The AP Looks Back
150 Years of Capturing the Moment
Associated Press. When AP photographer Joe Rosenthal caught the moment that U.S. marines raised the flag over Iwo Jima, no one could have predicted that the image would become an icon, an emblem of victory, reprinted more than any other in the AP's history, reinterpreted into a postage stamp and a World War II memorial.

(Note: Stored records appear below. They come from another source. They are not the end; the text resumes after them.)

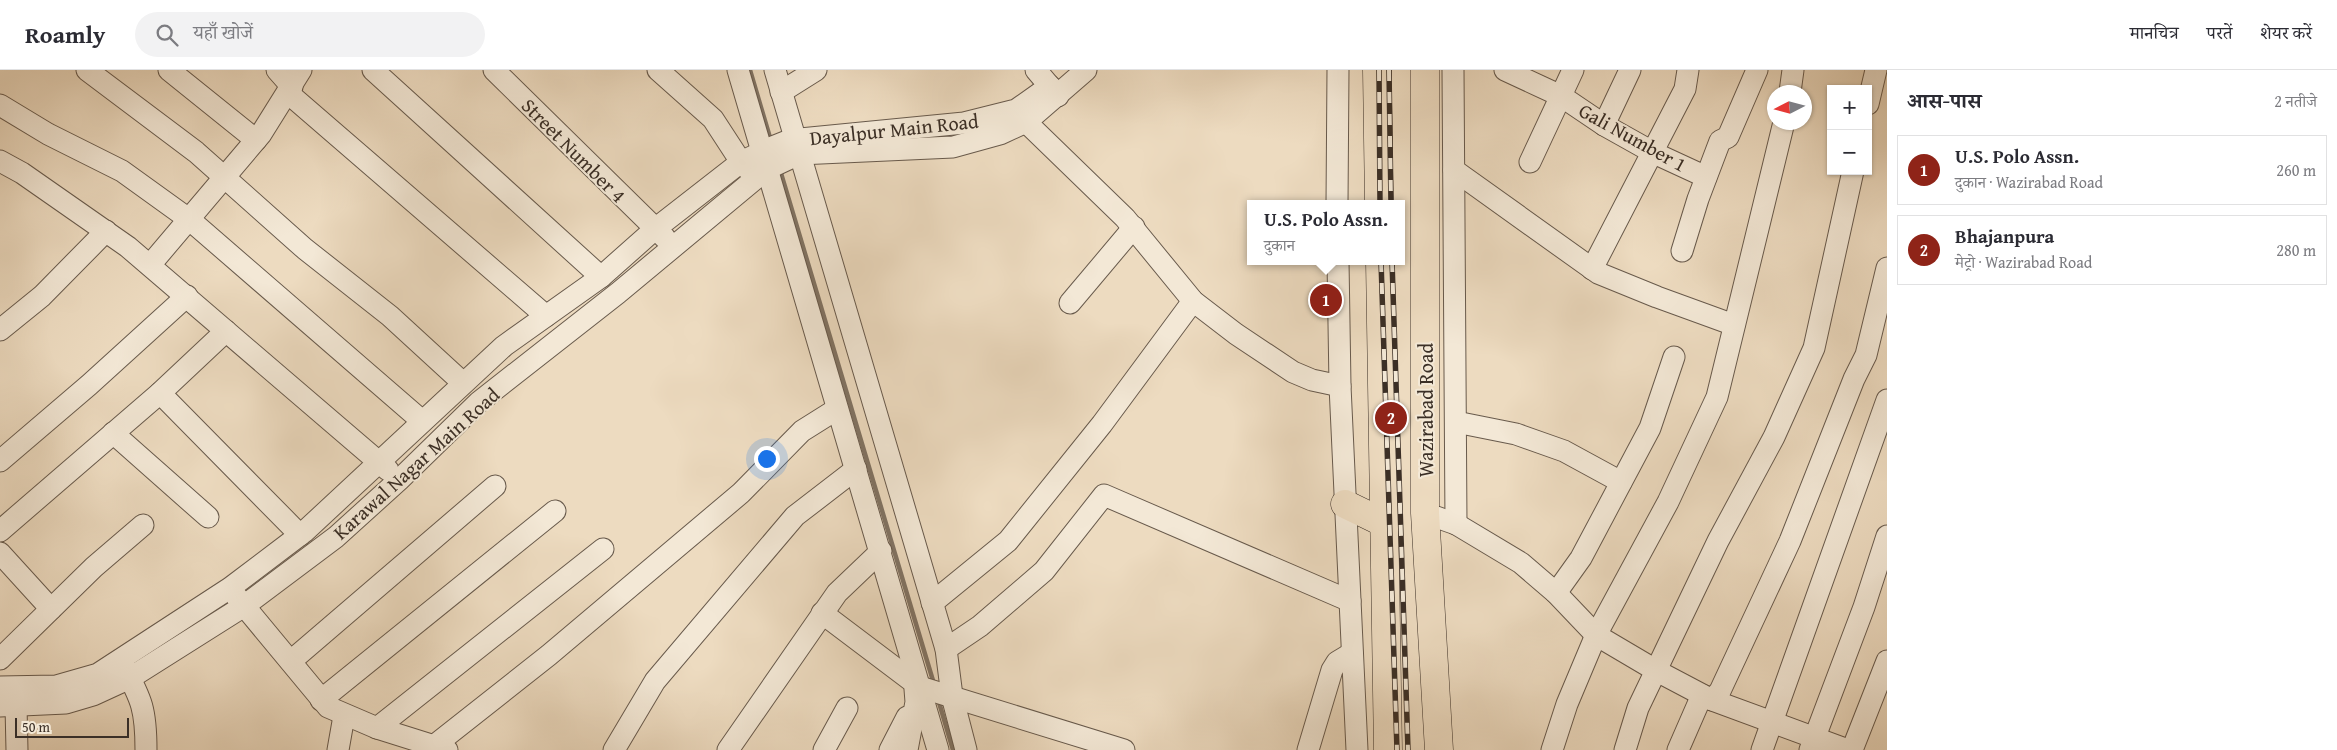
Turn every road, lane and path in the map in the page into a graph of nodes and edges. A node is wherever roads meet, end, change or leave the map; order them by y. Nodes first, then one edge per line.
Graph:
1 (87, 70) edge
2 (169, 70) edge
3 (277, 70) edge
4 (373, 70) edge
5 (494, 70) edge
6 (658, 70) edge
7 (738, 70) edge
8 (775, 70) edge
9 (816, 70) edge
10 (1036, 70) edge
11 (1068, 70) edge
12 (1086, 70) edge
13 (1338, 70) edge
14 (1377, 70) edge
15 (1425, 70) edge
16 (1453, 70) edge
17 (1505, 70) edge
18 (1573, 70) edge
19 (1630, 70) edge
20 (1688, 70) edge
21 (1757, 70) edge
22 (1794, 70) edge
23 (1876, 70) edge
24 (294, 83) edge
25 (1791, 85) edge
26 (1872, 87) edge
27 (1054, 91) junction
28 (781, 92) junction
29 (1561, 96) junction
30 (0, 105) edge
31 (1026, 122) junction
32 (1604, 125) junction
33 (1782, 130) edge
34 (256, 140) junction
35 (795, 148) junction
36 (1654, 152) junction
37 (0, 162) edge
38 (762, 162) junction
39 (1530, 162) dead end
40 (1454, 170) junction
41 (1852, 175) edge
42 (1706, 176) junction
43 (225, 179) junction
44 (1337, 200) edge
45 (1379, 200) edge
46 (190, 220) junction
47 (1134, 228) junction
48 (655, 229) junction
49 (106, 231) junction
50 (673, 246) junction
51 (1682, 251) dead end
52 (150, 265) junction
53 (1338, 265) edge
54 (1380, 265) edge
55 (1887, 268) edge
56 (1592, 269) junction
57 (601, 278) junction
58 (187, 296) junction
59 (1193, 300) junction
60 (1070, 303) dead end
61 (546, 316) junction
62 (1734, 325) junction
63 (0, 330) edge
64 (226, 331) junction
65 (1674, 357) dead end
66 (463, 383) junction
67 (1340, 386) junction
68 (160, 393) junction
69 (1887, 400) edge
70 (837, 409) junction
71 (422, 421) junction
72 (1456, 422) junction
73 (113, 433) junction
74 (0, 461) edge
75 (378, 461) junction
76 (856, 469) junction
77 (399, 480) junction
78 (1622, 482) junction
79 (495, 486) dead end
80 (1345, 504) junction
81 (555, 511) dead end
82 (1426, 513) junction
83 (208, 517) dead end
84 (1384, 523) junction
85 (1456, 524) junction
86 (143, 525) dead end
87 (0, 531) edge
88 (300, 535) junction
89 (1887, 536) edge
90 (603, 549) dead end
91 (880, 551) junction
92 (0, 553) edge
93 (230, 588) junction
94 (1556, 593) junction
95 (1350, 602) junction
96 (932, 603) junction
97 (244, 606) junction
98 (51, 609) junction
99 (822, 613) junction
100 (1596, 635) junction
101 (946, 650) junction
102 (1352, 653) junction
103 (0, 659) edge
104 (120, 659) junction
105 (1887, 661) edge
106 (291, 662) junction
107 (1657, 671) junction
108 (130, 678) junction
109 (0, 687) edge
110 (927, 692) junction
111 (1707, 697) junction
112 (321, 700) junction
113 (8, 706) edge
114 (847, 708) dead end
115 (344, 716) junction
116 (1773, 722) junction
117 (377, 728) junction
118 (1813, 743) edge
119 (439, 748) edge
120 (17, 750) edge
121 (146, 750) edge
122 (338, 750) edge
123 (614, 750) edge
124 (728, 750) edge
125 (824, 750) edge
126 (890, 750) edge
127 (907, 750) edge
128 (938, 750) edge
129 (966, 750) edge
130 (1124, 750) edge
131 (1308, 750) edge
132 (1357, 750) edge
133 (1388, 750) edge
134 (1439, 750) edge
135 (1552, 750) edge
136 (1625, 750) edge
137 (1678, 750) edge
138 (1762, 750) edge
139 (1848, 750) edge
140 (1852, 750) edge

1 - 43 street
2 - 34 street
3 - 24 street
4 - 57 street
5 - 48 street, Street Number 4
6 - 38 street
7 - 38 street
8 - 28 street
9 - 28 street
10 - 27 street
11 - 27 street, Dayalpur Main Road
12 - 27 street, Dayalpur Main Road
13 - 44 street
14 - 45 highway
15 - 82 highway, Wazirabad Road
16 - 40 street
17 - 29 street, Gali Number 1
18 - 29 street, Gali Number 1
19 - 32 street
20 - 36 street
21 - 42 street
22 - 25 street
23 - 26 street
24 - 34 street
24 - 61 street
27 - 31 street, Dayalpur Main Road
27 - 35 street, Dayalpur Main Road
28 - 35 street
29 - 32 street, Gali Number 1
29 - 39 street
30 - 46 street
31 - 35 street, Dayalpur Main Road
31 - 47 street
32 - 36 street, Gali Number 1
33 - 62 street
34 - 43 street
35 - 38 street, Karawal Nagar Main Road
35 - 96 street
36 - 42 street, Gali Number 1
36 - 56 street
37 - 49 street
38 - 48 street, Karawal Nagar Main Road
38 - 50 street, Karawal Nagar Main Road
38 - 70 street
40 - 56 street
40 - 72 street
41 - 107 street
42 - 51 street
43 - 46 street
43 - 66 street
46 - 52 street
46 - 71 street
47 - 59 street
47 - 60 street
48 - 50 street, Street Number 4
48 - 57 street, Karawal Nagar Main Road
49 - 52 street
49 - 63 street
50 - 77 street, Karawal Nagar Main Road
52 - 58 street
53 - 67 street
54 - 84 highway, Wazirabad Road
55 - 111 street
56 - 62 street
57 - 61 street, Karawal Nagar Main Road
58 - 64 street
58 - 74 street
59 - 67 street
59 - 96 street
61 - 66 street, Karawal Nagar Main Road
62 - 100 street
64 - 68 street
64 - 75 street
65 - 78 street
66 - 71 street, Karawal Nagar Main Road
67 - 80 street
68 - 73 street
68 - 88 street
69 - 116 street
70 - 76 street
70 - 119 street
71 - 75 street, Karawal Nagar Main Road
72 - 78 street
72 - 85 street
73 - 83 street
73 - 87 street
75 - 77 street
75 - 88 street, Karawal Nagar Main Road
76 - 91 street
76 - 123 street
77 - 97 street, Karawal Nagar Main Road
78 - 94 street
79 - 106 street
80 - 84 highway
80 - 95 street
81 - 112 street
82 - 85 street
82 - 134 highway, Wazirabad Road
84 - 133 highway, Wazirabad Road
85 - 94 street
86 - 98 street
88 - 93 street, Karawal Nagar Main Road
89 - 118 street
90 - 117 street
91 - 99 street
91 - 110 street
92 - 98 street
93 - 97 street
93 - 104 street, Karawal Nagar Main Road
94 - 100 street
95 - 101 street
95 - 102 street
96 - 101 street
97 - 106 street
97 - 108 street, Karawal Nagar Main Road
98 - 103 street
99 - 110 street
99 - 124 street
100 - 107 street
100 - 135 street
101 - 110 street
102 - 131 street
102 - 132 street
104 - 108 street
104 - 109 street, Karawal Nagar Main Road
105 - 140 street
106 - 112 street
107 - 111 street
107 - 136 street
108 - 113 street, Karawal Nagar Main Road
108 - 121 street
110 - 126 street
110 - 127 street
110 - 128 street
110 - 129 street
110 - 130 street
111 - 116 street
111 - 137 street
112 - 115 street
113 - 120 street
114 - 125 street
115 - 117 street
115 - 122 street
116 - 118 street
116 - 138 street
117 - 119 street
118 - 139 street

Celebrating its 150th anniversary, the AP, in association with Harry N. Abrams, is publishing Flash! The Associated Press Covers the World, an offering of photographs of personalities and events, well known and obscure. These days the AP reaches hundreds of millions of people through more than 15,000 news outlets in 112 nations. But it wasn't always so. The AP was born in 1848 when six competing New York dailies formed a cooperative that would produce one less-costly telegraphic report for every news event. From the beginning, the AP has embraced every technical innovation, from Marconi's wireless to satellites. But it isn't technology that has made the AP a success; it is the reporters and photographers who cover the news. The AP has won 43 Pulitzer Prizes so far. AP reporters are expected to be wherever news is happening, and the standards are high. It was an AP reporter who took down by hand Lincoln's Gettysburg Address; an AP man who held Booth's weapon minutes after Lincoln's assassination and reported the terrible news. AP men and women cover the news in every U.S. county and every country, but at a great cost. On June 24, 1876, Mark Kellogg, assigned to cover Custer's regiment in its confrontation with Sitting Bull, wrote: "By the time this reaches you we would have met and fought the red devils, with what result remains to be seen. I go with Custer and will be at the death." Kellogg was the first AP reporter to die on assignment; 22 others have followed. In the book's introduction, Peter Arnett, a 20-year AP veteran who won a Pulitzer Prize for his reporting from Vietnam, and saw AP colleagues work and die under fire, asks, "What kind of organization can ask that of a person, to permit the risking of life itself for something as transitory as a news story?" His answer: "On reflection, I would say that only a news organization that is very, very sure of its mission." The AP is clear: "Get it first, get it fast, get it right. And be fair."